We are interested in migrating to DSM4.0 - however we do not have confidence that we may loose data in the transfer. This is an issue. I'm looking for people with simple DS1010+ servers that got migrated from DSM3.2 to dsm 4.0 with a sidecar for 10 drives (we are using 2TB drives) - the risks - the pitfalls - the downtime - and the features you gain moving to dsm40 - does it work with all the dsfile apps on handhelds which we get ALOT of use out of for both iphone and android handhelds. None of our volumes are over 50% full of data, but some are getting close at 47% so I figure the time is right to migrate.
Finally we want to install BIND and a proxy cache server on the web like SQUID on our DSM4.0 based 1010+. The reason is alot of viruses are comming in on advertising with buffer overflow attacks. Norton catches them on the pc, but they fly right through all the firwalls. There is a neat trick that speeds up page loads. Most internet pages have 4 ads - 2 on top 2 on the side. They come from servers like www4.3rdpartyadsgalore.com (which got hacked into by a script kiddie age 17 and face full of acne to send out ads w/ buffer overflow.)
What you do in phase one of operation "ADSTOP" is load your caching name server /etc/hosts file with a list of all ad servers (google maintains this list) and instead of returning their actual IP address you return 126.96.36.199 from /etc/hosts. Because you don't have a page on your localhost (188.8.131.52 is YOUR pc's loopback address) the 404 not found or error no server here loads in 1-2 miliseconds instead of the 3-4 seconds the overtaxed ad servers take to respond with their virus or non-virus ad.
The second half of operation "ADSTOP" is running a private squid proxy server on the dsm box with a gigabyte network cache flushed every 24 hours and told not to cache frequently changing sites like quote.com, schwab.com, ameritrade.com - all those are passed on direct, and https rides on port 443 separate so it never sees squid - EVER. Squid keeps things like the google logo for the day for 24 hours and sends it to the pc at 2 gbps (dual links to the 10gbps microwave channel).
BIND kills the adserver from ever sending ads to pcs using dsm's bind dns resolver. squid speeds up page loads to the double link (2 each 1gpbs ties bonded to the transcend gigabit managed switch). Provided /etc/hosts is kept up to date with all adservers it prevents any request going through the dsm system running bind from ever getting a real IP address for an adserver.
This may sound like alot of work but our dsm3.2 system is on the public net (passwords are over 19 characters in length and admin/administrator are locked out so we have hidden accounts for admin - part of our security and the reason the system log shows so many hack attacks every day)
If anyone else has moved their ds1010 plus to dsm 4.0 without loosing data in raid5 x 2 volumes (sidecar + main disk array) please help. I can be reached after 2pm at area code four zero eight two siz one four thousand - wait for answer - then enter extension four thousand nine 4 - 0 - 0 - 9 on your keypad. it will transfer you to my desk phone and we can discuss options.

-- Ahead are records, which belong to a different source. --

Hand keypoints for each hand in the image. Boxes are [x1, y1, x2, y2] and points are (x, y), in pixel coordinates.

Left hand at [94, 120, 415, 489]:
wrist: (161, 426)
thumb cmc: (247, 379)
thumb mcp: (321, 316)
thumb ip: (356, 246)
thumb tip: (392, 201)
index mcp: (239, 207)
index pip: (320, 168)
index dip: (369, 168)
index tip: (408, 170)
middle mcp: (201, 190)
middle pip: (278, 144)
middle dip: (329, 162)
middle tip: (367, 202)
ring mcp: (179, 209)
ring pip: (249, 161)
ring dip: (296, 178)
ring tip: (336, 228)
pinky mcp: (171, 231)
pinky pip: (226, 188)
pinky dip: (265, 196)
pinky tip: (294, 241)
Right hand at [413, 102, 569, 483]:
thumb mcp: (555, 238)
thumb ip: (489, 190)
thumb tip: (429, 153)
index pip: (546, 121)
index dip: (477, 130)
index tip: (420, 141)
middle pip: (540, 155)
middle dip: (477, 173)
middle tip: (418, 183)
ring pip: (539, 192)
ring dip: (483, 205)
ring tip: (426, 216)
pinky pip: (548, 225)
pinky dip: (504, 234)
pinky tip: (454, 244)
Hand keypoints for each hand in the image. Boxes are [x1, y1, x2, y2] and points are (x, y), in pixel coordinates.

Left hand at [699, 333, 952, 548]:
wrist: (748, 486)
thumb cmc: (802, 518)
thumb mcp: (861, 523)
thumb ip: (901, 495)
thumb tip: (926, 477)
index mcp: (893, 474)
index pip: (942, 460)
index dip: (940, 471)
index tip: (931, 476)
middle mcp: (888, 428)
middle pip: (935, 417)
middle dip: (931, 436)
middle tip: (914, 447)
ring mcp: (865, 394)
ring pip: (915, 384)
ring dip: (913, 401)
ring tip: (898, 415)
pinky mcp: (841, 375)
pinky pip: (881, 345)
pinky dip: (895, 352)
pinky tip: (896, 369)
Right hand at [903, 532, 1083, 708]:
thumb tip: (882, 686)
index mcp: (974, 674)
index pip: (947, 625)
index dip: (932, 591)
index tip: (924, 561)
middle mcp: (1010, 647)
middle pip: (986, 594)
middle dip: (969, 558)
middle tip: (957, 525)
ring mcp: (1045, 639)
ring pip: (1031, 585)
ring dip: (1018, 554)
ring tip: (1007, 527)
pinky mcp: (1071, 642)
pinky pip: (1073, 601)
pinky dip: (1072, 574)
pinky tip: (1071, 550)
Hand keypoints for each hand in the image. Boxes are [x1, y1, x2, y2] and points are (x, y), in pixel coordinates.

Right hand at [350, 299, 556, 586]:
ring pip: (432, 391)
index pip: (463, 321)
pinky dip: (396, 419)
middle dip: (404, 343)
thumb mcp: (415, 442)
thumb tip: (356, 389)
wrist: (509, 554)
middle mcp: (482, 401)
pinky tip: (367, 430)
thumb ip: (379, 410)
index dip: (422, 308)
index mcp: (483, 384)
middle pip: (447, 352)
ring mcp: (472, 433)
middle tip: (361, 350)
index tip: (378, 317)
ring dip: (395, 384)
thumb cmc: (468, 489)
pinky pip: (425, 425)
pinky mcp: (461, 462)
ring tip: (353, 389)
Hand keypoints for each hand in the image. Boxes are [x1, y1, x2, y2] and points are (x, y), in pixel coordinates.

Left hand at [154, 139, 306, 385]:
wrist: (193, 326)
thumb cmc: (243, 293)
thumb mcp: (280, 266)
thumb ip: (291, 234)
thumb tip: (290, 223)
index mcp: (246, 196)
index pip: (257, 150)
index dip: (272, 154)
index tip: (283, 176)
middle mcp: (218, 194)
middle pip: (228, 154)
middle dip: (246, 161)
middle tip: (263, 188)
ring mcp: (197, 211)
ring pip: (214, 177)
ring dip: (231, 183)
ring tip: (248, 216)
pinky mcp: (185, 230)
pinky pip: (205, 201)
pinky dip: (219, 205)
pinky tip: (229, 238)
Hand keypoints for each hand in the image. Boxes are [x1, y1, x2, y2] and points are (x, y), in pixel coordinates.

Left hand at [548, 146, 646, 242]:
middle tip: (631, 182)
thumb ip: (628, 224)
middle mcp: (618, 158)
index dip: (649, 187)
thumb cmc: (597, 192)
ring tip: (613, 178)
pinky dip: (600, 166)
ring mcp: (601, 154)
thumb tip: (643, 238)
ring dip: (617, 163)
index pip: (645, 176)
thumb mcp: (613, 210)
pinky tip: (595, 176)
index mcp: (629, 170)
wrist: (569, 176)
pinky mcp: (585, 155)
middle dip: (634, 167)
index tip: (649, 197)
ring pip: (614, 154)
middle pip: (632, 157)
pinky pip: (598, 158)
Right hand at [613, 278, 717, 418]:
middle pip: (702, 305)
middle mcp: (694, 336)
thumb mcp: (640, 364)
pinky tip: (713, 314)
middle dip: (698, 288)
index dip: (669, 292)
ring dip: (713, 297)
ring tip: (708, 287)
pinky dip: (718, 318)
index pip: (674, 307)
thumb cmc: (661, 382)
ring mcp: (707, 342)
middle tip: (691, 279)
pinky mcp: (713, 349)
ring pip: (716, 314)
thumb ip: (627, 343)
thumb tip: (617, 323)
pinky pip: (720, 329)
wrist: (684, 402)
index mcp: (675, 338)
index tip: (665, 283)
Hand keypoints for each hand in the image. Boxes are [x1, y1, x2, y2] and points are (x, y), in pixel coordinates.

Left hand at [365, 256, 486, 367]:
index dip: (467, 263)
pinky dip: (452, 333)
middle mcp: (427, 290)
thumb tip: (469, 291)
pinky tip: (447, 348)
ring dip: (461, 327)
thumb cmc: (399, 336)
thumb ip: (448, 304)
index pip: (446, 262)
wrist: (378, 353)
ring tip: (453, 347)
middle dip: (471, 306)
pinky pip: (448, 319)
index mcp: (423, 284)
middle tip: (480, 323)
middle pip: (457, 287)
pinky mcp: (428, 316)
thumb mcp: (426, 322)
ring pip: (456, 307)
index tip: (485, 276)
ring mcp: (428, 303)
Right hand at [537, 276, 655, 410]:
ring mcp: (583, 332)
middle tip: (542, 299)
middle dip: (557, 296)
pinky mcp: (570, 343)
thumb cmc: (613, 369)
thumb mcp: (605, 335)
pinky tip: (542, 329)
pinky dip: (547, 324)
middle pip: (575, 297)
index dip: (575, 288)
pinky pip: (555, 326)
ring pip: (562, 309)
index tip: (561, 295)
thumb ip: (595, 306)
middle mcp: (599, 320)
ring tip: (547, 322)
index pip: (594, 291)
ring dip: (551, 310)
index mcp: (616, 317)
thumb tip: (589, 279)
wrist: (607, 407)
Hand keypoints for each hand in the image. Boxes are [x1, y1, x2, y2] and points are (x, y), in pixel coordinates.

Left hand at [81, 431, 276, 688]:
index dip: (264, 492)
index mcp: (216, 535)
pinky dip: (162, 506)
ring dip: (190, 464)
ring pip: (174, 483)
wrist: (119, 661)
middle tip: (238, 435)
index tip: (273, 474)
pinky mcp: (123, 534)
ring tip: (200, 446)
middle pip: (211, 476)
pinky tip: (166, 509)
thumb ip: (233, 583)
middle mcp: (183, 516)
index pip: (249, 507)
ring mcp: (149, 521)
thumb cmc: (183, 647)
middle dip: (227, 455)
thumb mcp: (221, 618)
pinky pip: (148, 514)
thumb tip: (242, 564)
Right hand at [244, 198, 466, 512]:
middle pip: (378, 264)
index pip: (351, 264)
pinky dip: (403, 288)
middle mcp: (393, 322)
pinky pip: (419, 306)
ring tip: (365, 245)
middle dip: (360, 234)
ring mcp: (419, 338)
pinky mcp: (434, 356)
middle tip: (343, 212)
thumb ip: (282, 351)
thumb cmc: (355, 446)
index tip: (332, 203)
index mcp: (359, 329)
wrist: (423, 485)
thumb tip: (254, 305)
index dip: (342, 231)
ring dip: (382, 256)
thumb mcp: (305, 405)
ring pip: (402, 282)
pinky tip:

The dsm1010+ has been running for a couple years now and has serviced us reliably the entire time. I'm actively searching other 1010+ / dsm3.2 -> 4.0 migrators and to hear their experience - also people who run bind and / or squid on their NAS so I can learn from experiences of other people. Name is Everett as in the city in washington, Basham as in w. Ralph Basham former director of the secret service. website is www dot uwave dot com and is our remote entry point for employees at home.
Thanks for your time and collaberation. Much appreciated and may we all come out ahead.